Last November — on the heels of the U.N. climate conference —  the administration also approved the nation’s biggest oil export terminal, according to Inside Climate News. 

Support for a controversial pipeline

In April, Granholm also threw the Energy Department’s weight behind a controversial pipeline that would connect the fracking fields of West Virginia to central Virginia. 

On Tuesday, Manchin introduced a third attempt at a “permitting reform” bill, which would fast track approval for the Mountain Valley Pipeline (MVP) project.

In a letter to the Federal Energy Regulatory Commission (FERC) — an independent body that permits gas pipelines — Granholm praised what she framed as MVP’s climate benefits.

“Natural gas — and the infrastructure, such as MVP, that supports its delivery and use — can play an important role as part of the clean energy transition,” Granholm said.

She added that the rise of extreme weather — a euphemism for climate change — had continued to disrupt U.S. energy reserves, making “adequate pipeline and transmission capacity … critical to maintaining energy reliability, availability, and security.”

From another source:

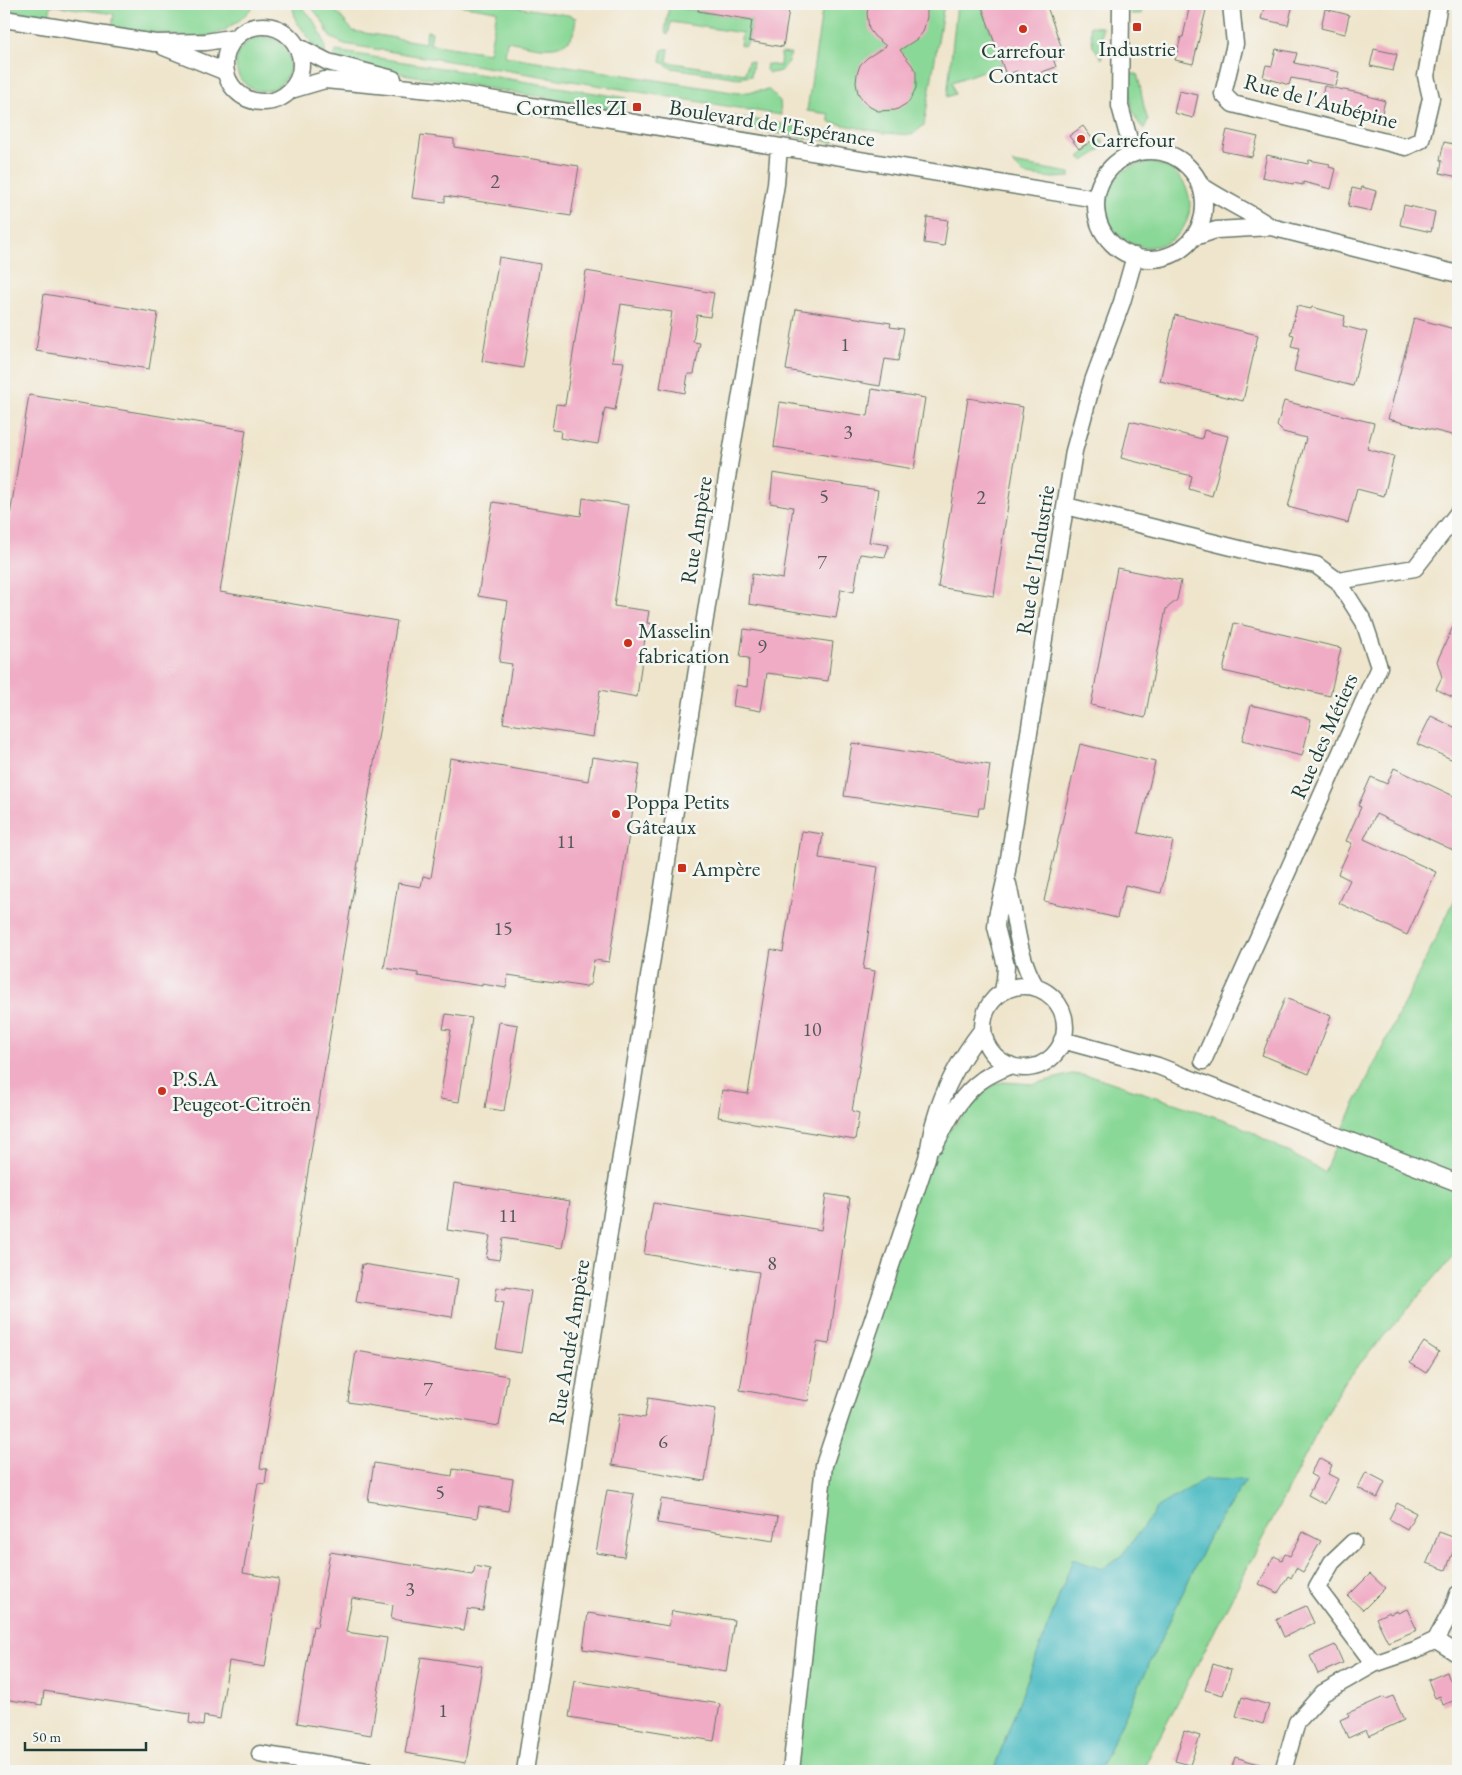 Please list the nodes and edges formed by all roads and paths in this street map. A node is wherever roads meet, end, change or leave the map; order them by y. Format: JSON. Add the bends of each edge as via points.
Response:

But Granholm’s entry into the issue was inappropriate and misguided, Tom Cormons, executive director of North Carolina-based grassroots group Appalachian Voices, said in a statement.

Burning fossil fuels was leading to the “extreme weather” Granholm had warned against, Cormons argued.

The U.S. Forest Service also approved the pipeline, in April according to WV News.

Environmental groups have argued that the project will lead to massive disruption of forests and a rise in water pollution as it crosses nearly a thousand waterways. 

There is reason to be skeptical of MVP, a federal court found in an April decision throwing out the permit West Virginia had offered the pipeline, The Hill reported.

The state had written its permit assuming only the impacts that would follow if MVP scrupulously followed environmental rules — rather than its actual on-the ground record, the court found.

MVP paid $2.15 million in 2019 to settle environmental damage it caused in Virginia, The Hill reported.

“Without substantive assurance that MVP will comply with those policies, the Department’s sanguine outlook is troubling—especially given MVP’s prior violations,” the panel wrote.